» Instructions to follow
Go to the line in the entries below that holds "index dip: (959, 658)" and repeat exactly from there through the line that holds "index pip: (1156, 640)", inclusive.

Dataset excerpts:
--*--

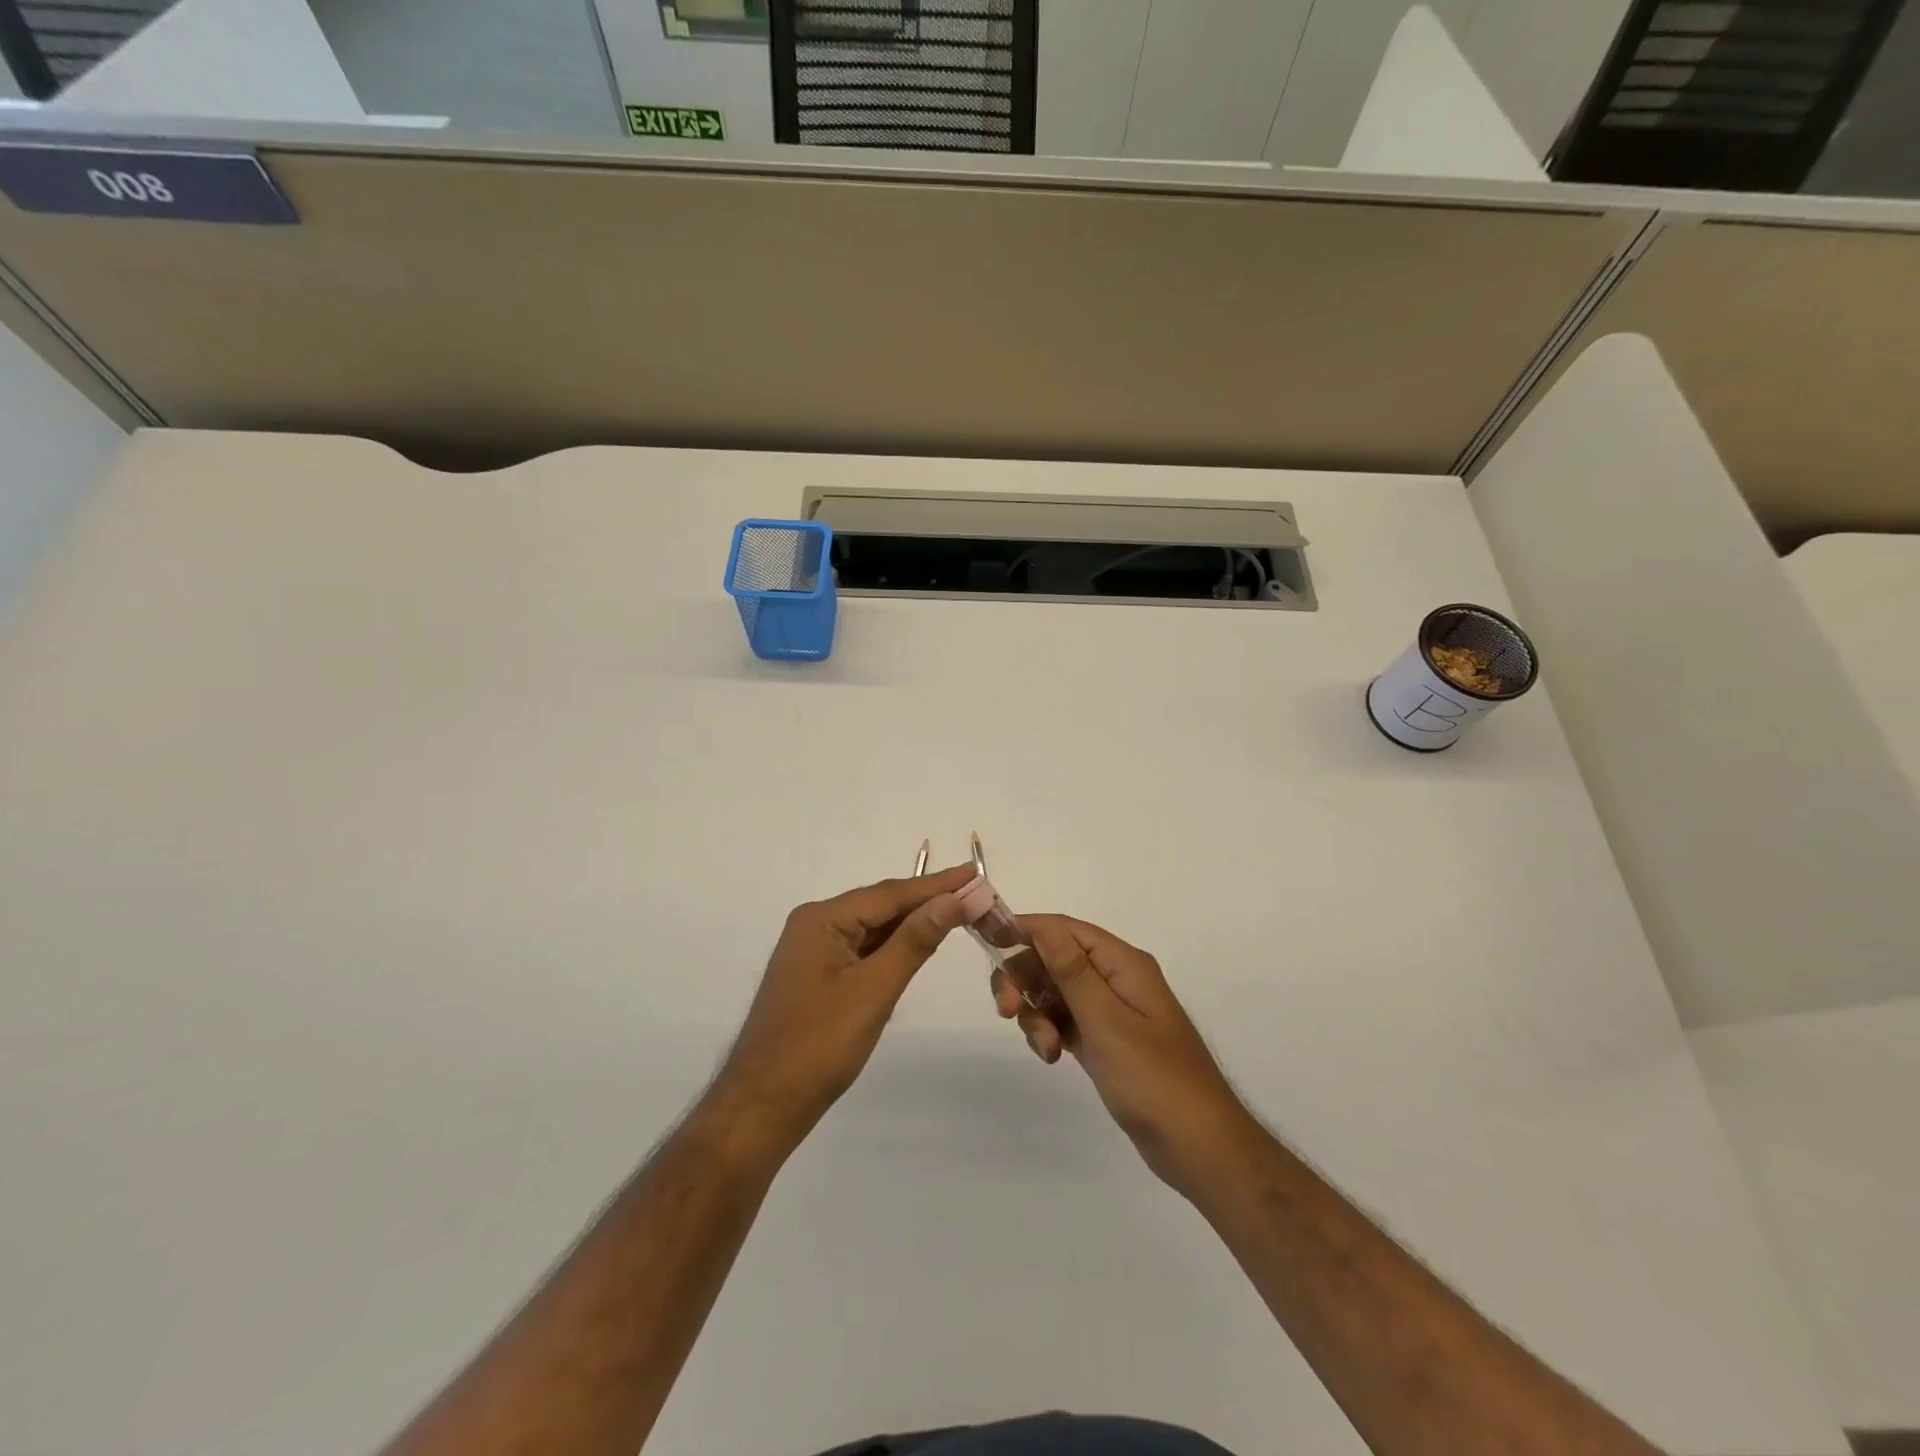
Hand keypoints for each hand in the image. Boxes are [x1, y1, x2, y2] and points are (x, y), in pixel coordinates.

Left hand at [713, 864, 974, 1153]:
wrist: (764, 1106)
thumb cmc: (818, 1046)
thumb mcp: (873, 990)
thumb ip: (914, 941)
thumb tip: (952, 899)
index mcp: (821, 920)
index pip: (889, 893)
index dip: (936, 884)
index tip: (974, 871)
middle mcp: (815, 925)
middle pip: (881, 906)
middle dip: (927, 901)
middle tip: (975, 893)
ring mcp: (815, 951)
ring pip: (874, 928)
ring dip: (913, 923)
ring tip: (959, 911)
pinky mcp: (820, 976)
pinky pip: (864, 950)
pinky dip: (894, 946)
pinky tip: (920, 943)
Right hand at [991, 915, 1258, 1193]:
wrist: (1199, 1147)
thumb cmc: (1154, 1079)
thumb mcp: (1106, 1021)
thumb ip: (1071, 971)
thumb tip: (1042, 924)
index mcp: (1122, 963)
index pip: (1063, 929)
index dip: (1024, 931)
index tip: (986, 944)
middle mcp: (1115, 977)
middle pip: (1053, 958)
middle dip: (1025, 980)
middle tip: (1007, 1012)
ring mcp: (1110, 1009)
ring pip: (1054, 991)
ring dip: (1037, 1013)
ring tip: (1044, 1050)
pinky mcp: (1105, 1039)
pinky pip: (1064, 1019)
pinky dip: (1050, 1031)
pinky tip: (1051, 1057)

--*--

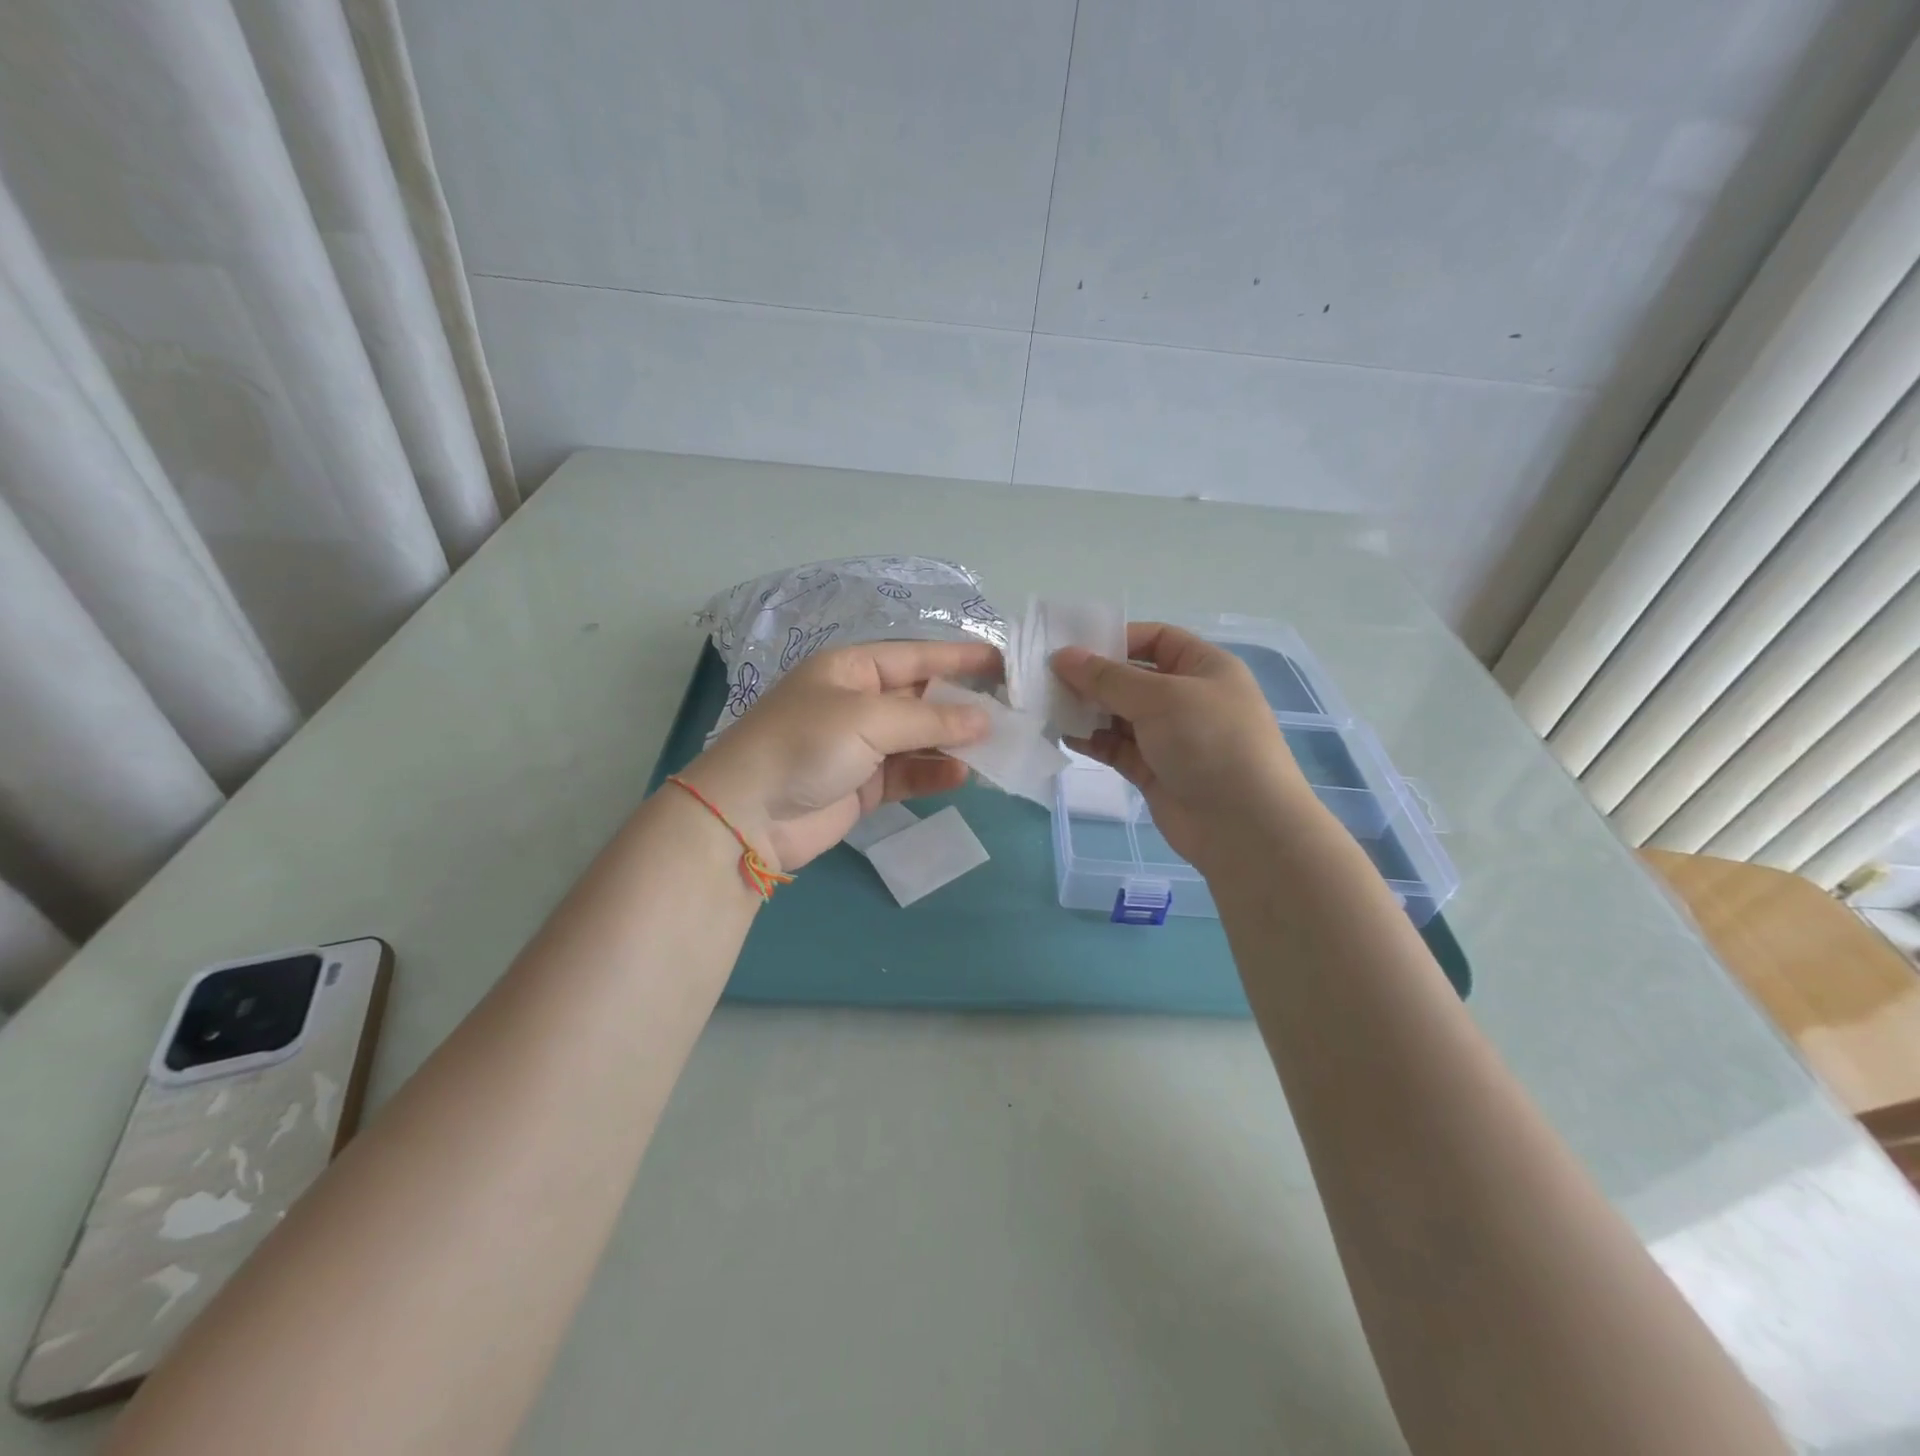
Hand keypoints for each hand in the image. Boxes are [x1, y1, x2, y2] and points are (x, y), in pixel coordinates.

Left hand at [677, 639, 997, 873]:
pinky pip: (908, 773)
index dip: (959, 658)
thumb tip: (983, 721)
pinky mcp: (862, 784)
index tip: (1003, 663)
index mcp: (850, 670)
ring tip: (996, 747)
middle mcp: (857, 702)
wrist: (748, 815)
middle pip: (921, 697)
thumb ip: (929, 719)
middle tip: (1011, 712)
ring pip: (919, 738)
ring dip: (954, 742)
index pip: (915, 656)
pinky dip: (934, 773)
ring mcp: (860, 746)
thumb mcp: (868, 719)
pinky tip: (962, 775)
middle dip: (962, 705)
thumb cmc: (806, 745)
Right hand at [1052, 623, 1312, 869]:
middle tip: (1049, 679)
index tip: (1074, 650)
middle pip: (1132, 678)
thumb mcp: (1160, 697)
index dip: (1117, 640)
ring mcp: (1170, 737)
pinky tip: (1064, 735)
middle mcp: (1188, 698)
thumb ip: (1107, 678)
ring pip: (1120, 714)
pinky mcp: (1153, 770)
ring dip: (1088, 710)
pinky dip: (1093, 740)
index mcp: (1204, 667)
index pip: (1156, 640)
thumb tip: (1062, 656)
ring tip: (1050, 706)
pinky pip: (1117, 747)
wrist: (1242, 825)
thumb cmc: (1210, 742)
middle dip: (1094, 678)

--*--

» Response to the task
index dip: (959, 658)
thumb tip: (983, 721)
pinky mcp: (862, 784)
index tip: (1003, 663)
index mcp: (850, 670)
ring tip: (996, 747)
middle mcp: (857, 702)
wrist: (748, 815)
middle pip: (921, 697)
thumb ip: (929, 719)
middle tip: (1011, 712)
ring pip: (919, 738)
ring dip: (954, 742)
index pip: (915, 656)
pinky dip: (934, 773)
ring mcp: (860, 746)
thumb mcp: (868, 719)
pinky tip: (962, 775)
middle dip: (962, 705)
thumb cmc: (806, 745)
Right hand at [1052, 623, 1312, 869]:
middle tip: (1049, 679)
index tip: (1074, 650)
middle pip: (1132, 678)
thumb mcp: (1160, 697)
index dip: (1117, 640)
ring mcp: (1170, 737)
pinky tip: (1064, 735)
middle mcp: (1188, 698)
thumb ip: (1107, 678)
ring pip: (1120, 714)
pinky mcp: (1153, 770)
ring dip: (1088, 710)
pinky dip: (1093, 740)
index mcp: (1204, 667)
index pip: (1156, 640)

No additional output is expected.